4. Research Institute of Acupuncture and Meridian, Anhui Academy of Chinese Medicine, Hefei 230038
5. Key Laboratory of Xin'an Medicine, Ministry of Education, Hefei 230038, Anhui Province.
- Publication Type:Journal Article
- Keywords:
GABAA receptor;
electroacupuncture pretreatment;
fastigial nucleus;
myocardial ischemia reperfusion injury;
neural mechanism
- MeSH:
Male;
Animals;
Rats;
Rats, Sprague-Dawley;
Cerebellar Nuclei;
Electroacupuncture;
Myocardial Reperfusion Injury/therapy*;
Receptors, GABA-A/genetics*;
RNA, Messenger
- From:
Chinese Acupuncture & Moxibustion
2023;43(6):669-678
- CountryChina
- Language:Chinese
-
Abstract:
OBJECTIVE:To observe the effects of electroacupuncture (EA) pretreatment on cardiac function, sympathetic nerve activity, indexes of myocardial injury and GABAA receptor in fastigial nucleus in rats with myocardial ischemia reperfusion injury (MIRI), and to explore the neuroregulatory mechanism of EA pretreatment in improving MIRI.
METHODS:A total of 60 male SD rats were randomly divided into a sham operation group, a model group, an EA group, an agonist group and an agonist+EA group, 12 rats in each group. The MIRI model was established by ligation of the left anterior descending coronary artery. EA was applied at bilateral "Shenmen" (HT 7) and "Tongli" (HT 5) in the EA group and the agonist+EA group, with continuous wave, in frequency of 2 Hz and intensity of 1 mA, 30 min each time, once a day for 7 consecutive days. After intervention, the MIRI model was established. In the agonist group, the muscone (agonist of GABAA receptor, 1 g/L) was injected in fastigial nucleus for 7 consecutive days before modeling, 150 μL each time, once a day. In the agonist+EA group, the muscone was injected in fastigial nucleus 30 min before EA intervention. The data of electrocardiogram was collected by PowerLab standard Ⅱ lead, and ST segment displacement and heart rate variability (HRV) were analyzed; the serum levels of norepinephrine (NE), creatine kinase isoenzyme MB (CK-MB) and cardiac troponin I (cTnI) were detected by ELISA; the myocardial infarction area was measured by TTC staining; the morphology of myocardial tissue was observed by HE staining; the positive expression and mRNA expression of GABAA receptor in fastigial nucleus were detected by immunohistochemistry and real-time PCR.
RESULTS:Compared with the sham operation group, in the model group, ST segment displacement and ratio of low frequency to high frequency (LF/HF) of HRV were increased (P<0.01), HRV frequency domain analysis showed enhanced sympathetic nerve excitability, the serum levels of NE, CK-MB and cTnI were increased (P<0.01), the percentage of myocardial infarction area was increased (P<0.01), myocardial fiber was broken and interstitial edema was serious, the positive expression and mRNA expression of GABAA receptor in fastigial nucleus were increased (P<0.01).

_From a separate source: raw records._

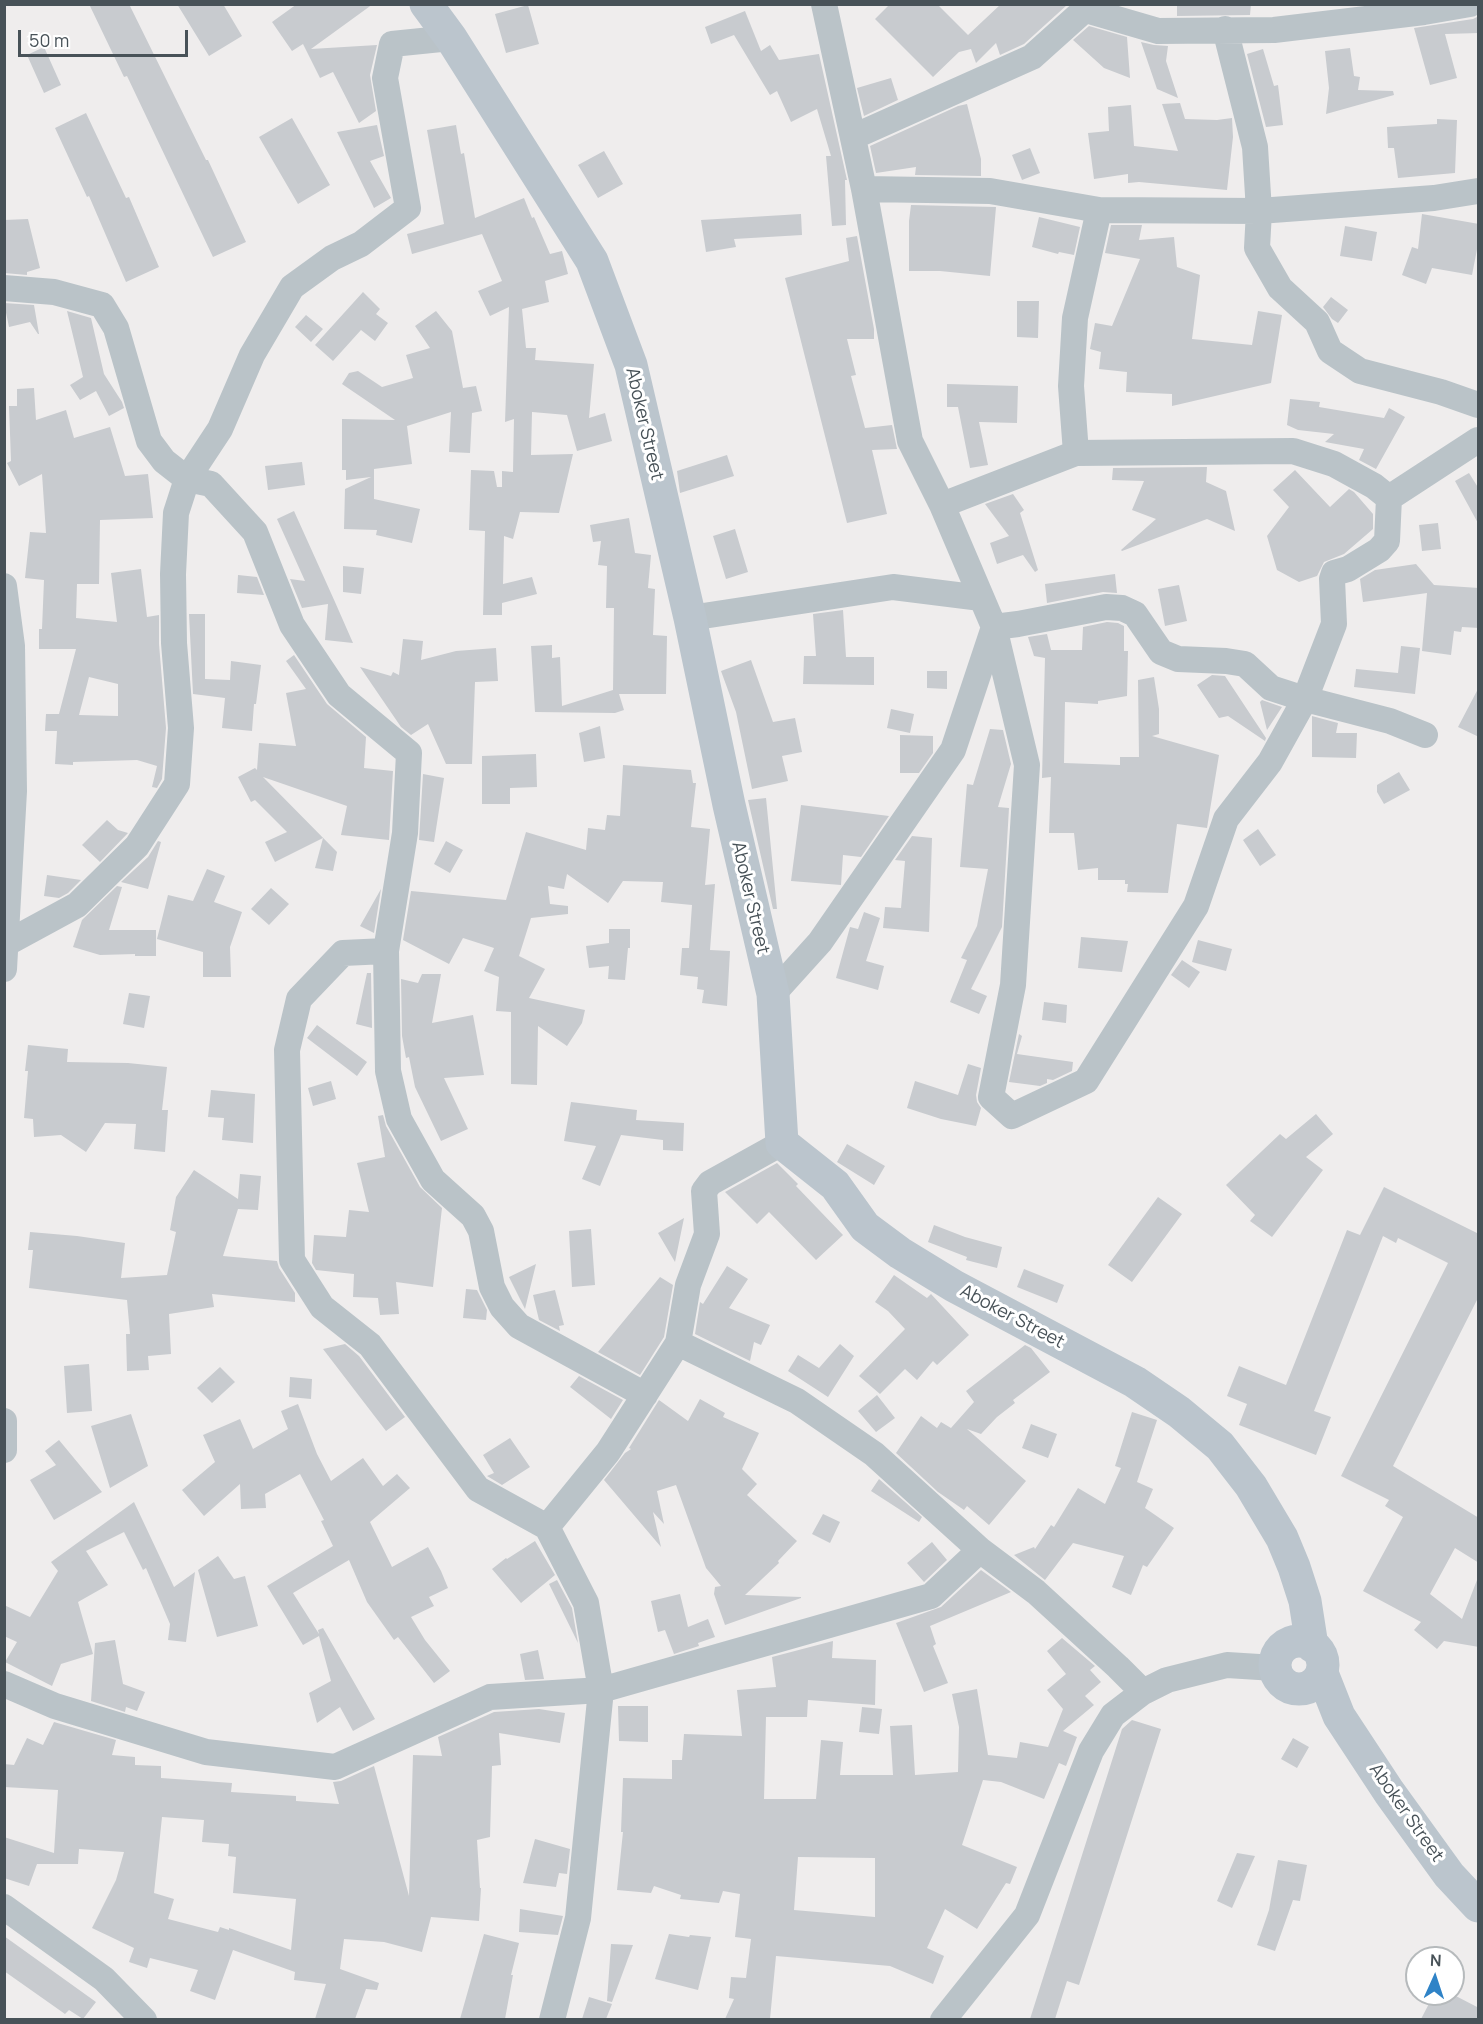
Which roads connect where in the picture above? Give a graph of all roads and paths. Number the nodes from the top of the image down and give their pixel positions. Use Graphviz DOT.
graph roads {
  1 [pos="426,4"];
  2 [pos="824,4"];
  3 [pos="1470,4"];
  4 [pos="1086,6"];
  5 [pos="1225,29"];
  6 [pos="451,38"];
  7 [pos="853,137"];
  8 [pos="864,189"];
  9 [pos="1479,191"];
  10 [pos="1099,210"];
  11 [pos="1260,211"];
  12 [pos="4,288"];
  13 [pos="1479,405"];
  14 [pos="1479,440"];
  15 [pos="1076,453"];
  16 [pos="187,479"];
  17 [pos="1389,498"];
  18 [pos="942,505"];
  19 [pos="4,585"];
  20 [pos="981,597"];
  21 [pos="690,618"];
  22 [pos="994,627"];
  23 [pos="1305,699"];
  24 [pos="1425,735"];
  25 [pos="8,829"];
  26 [pos="7,944"];
  27 [pos="386,951"];
  28 [pos="4,969"];
  29 [pos="773,994"];
  30 [pos="782,1143"];
  31 [pos="678,1343"];
  32 [pos="645,1395"];
  33 [pos="4,1421"];
  34 [pos="4,1450"];
  35 [pos="547,1527"];
  36 [pos="980,1550"];
  37 [pos="1299,1664"];
  38 [pos="4,1684"];
  39 [pos="601,1690"];
  40 [pos="1143,1692"];
  41 [pos="1479,1906"];
  42 [pos="4,1907"];
  43 [pos="144,2019"];
  44 [pos="552,2019"];
  45 [pos="943,2019"];
  1 -- 6 [label="main road, Aboker Street"];
  2 -- 7 [label="street"];
  3 -- 5 [label="street"];
  4 -- 5 [label="street"];
  4 -- 7 [label="street"];
  5 -- 11 [label="street"];
  6 -- 16 [label="street"];
  6 -- 21 [label="main road, Aboker Street"];
  7 -- 8 [label="street"];
  8 -- 10 [label="street"];
  8 -- 18 [label="street"];
  9 -- 11 [label="street"];
  10 -- 11 [label="street"];
  10 -- 15 [label="street"];
  11 -- 13 [label="street"];
  12 -- 16 [label="street"];
  14 -- 17 [label="street"];
  15 -- 17 [label="street"];
  15 -- 18 [label="street"];
  16 -- 26 [label="street"];
  16 -- 27 [label="street"];
  17 -- 23 [label="street"];
  18 -- 20 [label="street"];
  19 -- 25 [label="street"];
  20 -- 21 [label="street"];
  20 -- 22 [label="street"];
  21 -- 29 [label="main road, Aboker Street"];
  22 -- 23 [label="street"];
  22 -- 23 [label="street"];
  22 -- 29 [label="street"];
  23 -- 24 [label="street"];
  25 -- 26 [label="street"];
  26 -- 28 [label="street"];
  27 -- 32 [label="street"];
  27 -- 35 [label="street"];
  29 -- 30 [label="main road, Aboker Street"];
  30 -- 31 [label="street"];
  30 -- 37 [label="main road, Aboker Street"];
  31 -- 32 [label="street"];
  31 -- 36 [label="street"];
  32 -- 35 [label="street"];
  33 -- 34 [label="street"];
  35 -- 39 [label="street"];
  36 -- 39 [label="street"];
  36 -- 40 [label="street"];
  37 -- 40 [label="street"];
  37 -- 41 [label="main road, Aboker Street"];
  38 -- 39 [label="street"];
  39 -- 44 [label="street"];
  40 -- 45 [label="street"];
  42 -- 43 [label="street"];
}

Compared with the model group, in the EA group, ST segment displacement and LF/HF ratio were decreased (P<0.01), HRV frequency domain analysis showed reduced sympathetic nerve excitability, the serum levels of NE, CK-MB and cTnI were decreased (P<0.01), the percentage of myocardial infarction area was decreased (P<0.01), myocardial fiber breakage and interstitial edema were lightened, the positive expression and mRNA expression of GABAA receptor in fastigial nucleus were decreased (P<0.01). Compared with the EA group, in the agonist group and the agonist+EA group, ST segment displacement and LF/HF ratio were increased (P<0.01), HRV frequency domain analysis showed enhanced sympathetic nerve excitability, the serum levels of NE, CK-MB and cTnI were increased (P<0.01), the percentage of myocardial infarction area was increased (P<0.01), myocardial fiber breakage and interstitial edema were aggravated, the positive expression and mRNA expression of GABAA receptor in fastigial nucleus were increased (P<0.01).
CONCLUSION:EA pretreatment can improve the myocardial injury in MIRI rats, and its mechanism may be related to the inhibition of GABAA receptor expression in fastigial nucleus, thereby down-regulating the excitability of sympathetic nerve.